Guidelines for following principle:
    1. No variable should hold a reference to the concrete class.
    2. No class should derive from a concrete class (derive from an interface or abstract class).
    3. No method should override an implemented method of any of its base classes.  If you override, then your base class wasn't really an abstraction to begin with.  These methods are meant to be shared with your subclasses
       
Open/Closed Principles
  • Classes should be open for extension and closed for modification.
    1. Altering existing code that has been tested and is virtually bug free can be expensive.

Principle of Least Knowledge
  • When designing a class, be careful of the number of classes it interacts with.  There are a number of problems that arise if you are not careful.
    1. Creates heavy coupling among the implementation.
    2. Many dependencies create a fragile system that will be costly to maintain and complex for others to understand.
         
Guidelines for following principle:
  1. Only invoke methods on:
    • the object itself.
    • an object passed in as a parameter to the method.
    • any object the method creates or instantiates.
    • any components of the object.
       
Circular Dependencies   
  • Dependency rot happens when you have high-level components, depending on low-level components, depending on high-level components.
 
Guidelines for following principle:
  1. Low level components never call high level components.
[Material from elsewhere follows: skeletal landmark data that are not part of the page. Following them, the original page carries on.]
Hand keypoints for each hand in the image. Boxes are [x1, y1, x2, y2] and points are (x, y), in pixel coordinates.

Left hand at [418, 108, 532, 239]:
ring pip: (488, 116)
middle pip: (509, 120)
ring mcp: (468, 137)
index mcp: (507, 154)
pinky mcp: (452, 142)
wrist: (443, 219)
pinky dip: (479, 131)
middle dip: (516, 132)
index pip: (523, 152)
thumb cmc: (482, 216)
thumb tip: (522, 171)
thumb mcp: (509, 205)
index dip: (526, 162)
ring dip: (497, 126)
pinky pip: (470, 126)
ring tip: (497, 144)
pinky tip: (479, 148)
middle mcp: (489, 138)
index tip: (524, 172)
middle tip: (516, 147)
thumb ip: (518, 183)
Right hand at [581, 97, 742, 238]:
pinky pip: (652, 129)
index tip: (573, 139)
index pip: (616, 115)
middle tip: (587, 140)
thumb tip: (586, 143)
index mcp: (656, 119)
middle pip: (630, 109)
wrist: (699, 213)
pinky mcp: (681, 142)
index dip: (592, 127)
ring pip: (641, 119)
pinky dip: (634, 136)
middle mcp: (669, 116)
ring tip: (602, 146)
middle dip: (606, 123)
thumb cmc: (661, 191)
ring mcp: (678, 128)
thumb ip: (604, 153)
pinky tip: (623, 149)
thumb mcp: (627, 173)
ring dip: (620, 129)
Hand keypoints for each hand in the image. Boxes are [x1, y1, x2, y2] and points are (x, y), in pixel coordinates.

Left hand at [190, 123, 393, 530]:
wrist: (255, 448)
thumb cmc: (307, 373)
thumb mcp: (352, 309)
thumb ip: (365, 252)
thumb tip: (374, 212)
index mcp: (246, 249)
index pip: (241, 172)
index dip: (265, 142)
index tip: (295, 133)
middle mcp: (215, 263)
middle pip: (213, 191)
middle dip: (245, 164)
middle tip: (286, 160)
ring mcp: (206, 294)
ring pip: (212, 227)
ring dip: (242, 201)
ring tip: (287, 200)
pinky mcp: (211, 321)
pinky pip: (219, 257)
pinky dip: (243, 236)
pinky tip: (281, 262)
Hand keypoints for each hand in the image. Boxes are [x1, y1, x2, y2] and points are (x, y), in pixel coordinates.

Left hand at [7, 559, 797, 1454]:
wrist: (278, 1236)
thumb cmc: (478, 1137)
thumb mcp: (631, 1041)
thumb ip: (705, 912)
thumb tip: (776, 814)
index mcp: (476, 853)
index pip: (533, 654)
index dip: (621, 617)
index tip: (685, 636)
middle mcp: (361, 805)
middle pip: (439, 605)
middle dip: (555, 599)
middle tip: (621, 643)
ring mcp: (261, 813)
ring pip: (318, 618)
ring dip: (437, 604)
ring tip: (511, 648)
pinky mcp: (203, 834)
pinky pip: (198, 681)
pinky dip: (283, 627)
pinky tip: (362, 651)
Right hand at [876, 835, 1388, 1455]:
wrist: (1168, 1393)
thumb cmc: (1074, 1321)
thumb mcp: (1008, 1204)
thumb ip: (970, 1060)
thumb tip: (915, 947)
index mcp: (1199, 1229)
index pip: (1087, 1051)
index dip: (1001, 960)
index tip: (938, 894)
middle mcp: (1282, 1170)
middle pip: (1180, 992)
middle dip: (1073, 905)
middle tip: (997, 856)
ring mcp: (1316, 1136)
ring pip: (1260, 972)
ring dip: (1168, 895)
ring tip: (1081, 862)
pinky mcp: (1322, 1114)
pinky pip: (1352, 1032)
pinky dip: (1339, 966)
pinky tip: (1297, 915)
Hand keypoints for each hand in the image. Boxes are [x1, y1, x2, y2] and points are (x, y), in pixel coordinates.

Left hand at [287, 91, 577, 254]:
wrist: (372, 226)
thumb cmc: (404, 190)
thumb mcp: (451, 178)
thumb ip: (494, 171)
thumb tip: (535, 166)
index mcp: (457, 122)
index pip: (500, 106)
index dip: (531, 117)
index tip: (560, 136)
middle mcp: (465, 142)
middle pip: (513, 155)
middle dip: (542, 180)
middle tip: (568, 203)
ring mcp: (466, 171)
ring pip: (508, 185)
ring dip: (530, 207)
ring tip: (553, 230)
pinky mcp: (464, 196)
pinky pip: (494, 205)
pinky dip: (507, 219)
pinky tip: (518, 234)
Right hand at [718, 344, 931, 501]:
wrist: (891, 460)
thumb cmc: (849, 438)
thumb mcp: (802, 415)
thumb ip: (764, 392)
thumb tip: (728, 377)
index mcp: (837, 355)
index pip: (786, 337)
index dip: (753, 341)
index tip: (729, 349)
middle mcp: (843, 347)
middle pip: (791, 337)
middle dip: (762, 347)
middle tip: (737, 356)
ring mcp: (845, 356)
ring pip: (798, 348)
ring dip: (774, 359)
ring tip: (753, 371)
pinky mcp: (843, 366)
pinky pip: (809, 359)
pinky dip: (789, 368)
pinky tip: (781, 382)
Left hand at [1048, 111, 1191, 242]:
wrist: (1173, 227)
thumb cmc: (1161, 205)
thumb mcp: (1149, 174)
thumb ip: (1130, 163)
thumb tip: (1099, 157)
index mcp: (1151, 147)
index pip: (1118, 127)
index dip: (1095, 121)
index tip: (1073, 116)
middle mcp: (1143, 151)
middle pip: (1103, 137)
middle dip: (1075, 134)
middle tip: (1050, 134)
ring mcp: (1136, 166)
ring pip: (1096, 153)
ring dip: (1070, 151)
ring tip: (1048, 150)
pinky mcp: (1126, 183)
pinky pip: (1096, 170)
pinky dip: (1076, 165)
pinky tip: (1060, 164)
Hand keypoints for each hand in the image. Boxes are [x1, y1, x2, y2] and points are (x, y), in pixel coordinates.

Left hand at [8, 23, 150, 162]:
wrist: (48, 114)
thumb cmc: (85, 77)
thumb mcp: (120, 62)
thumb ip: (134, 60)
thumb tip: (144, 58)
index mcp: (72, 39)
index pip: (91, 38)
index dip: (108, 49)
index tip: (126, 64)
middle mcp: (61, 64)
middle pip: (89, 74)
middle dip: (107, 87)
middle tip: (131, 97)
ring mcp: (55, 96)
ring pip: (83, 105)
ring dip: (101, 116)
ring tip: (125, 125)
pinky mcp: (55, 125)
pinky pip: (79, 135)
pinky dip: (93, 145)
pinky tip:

  2. High level components determine when low level components are needed.          
     
Single Responsibility Principle
  • Classes should have only one reason to change.
  • Assign each responsibility to one and only one class.
 
Guidelines for following principle:
Classes that adhere to the principle tend to have high cohesion and are more maintainable then classes that take on multiple responsibilities.
 
High Cohesion --> a class designed around a set of related functions.
Low Cohesion --> a class designed around unrelated functions.
 
My point is… maybe I don't really have to memorize all of them… I can continue to just look them up when they come up in design reviews.  The key is to understanding the underlying principles they are based on and how those principles are accomplished.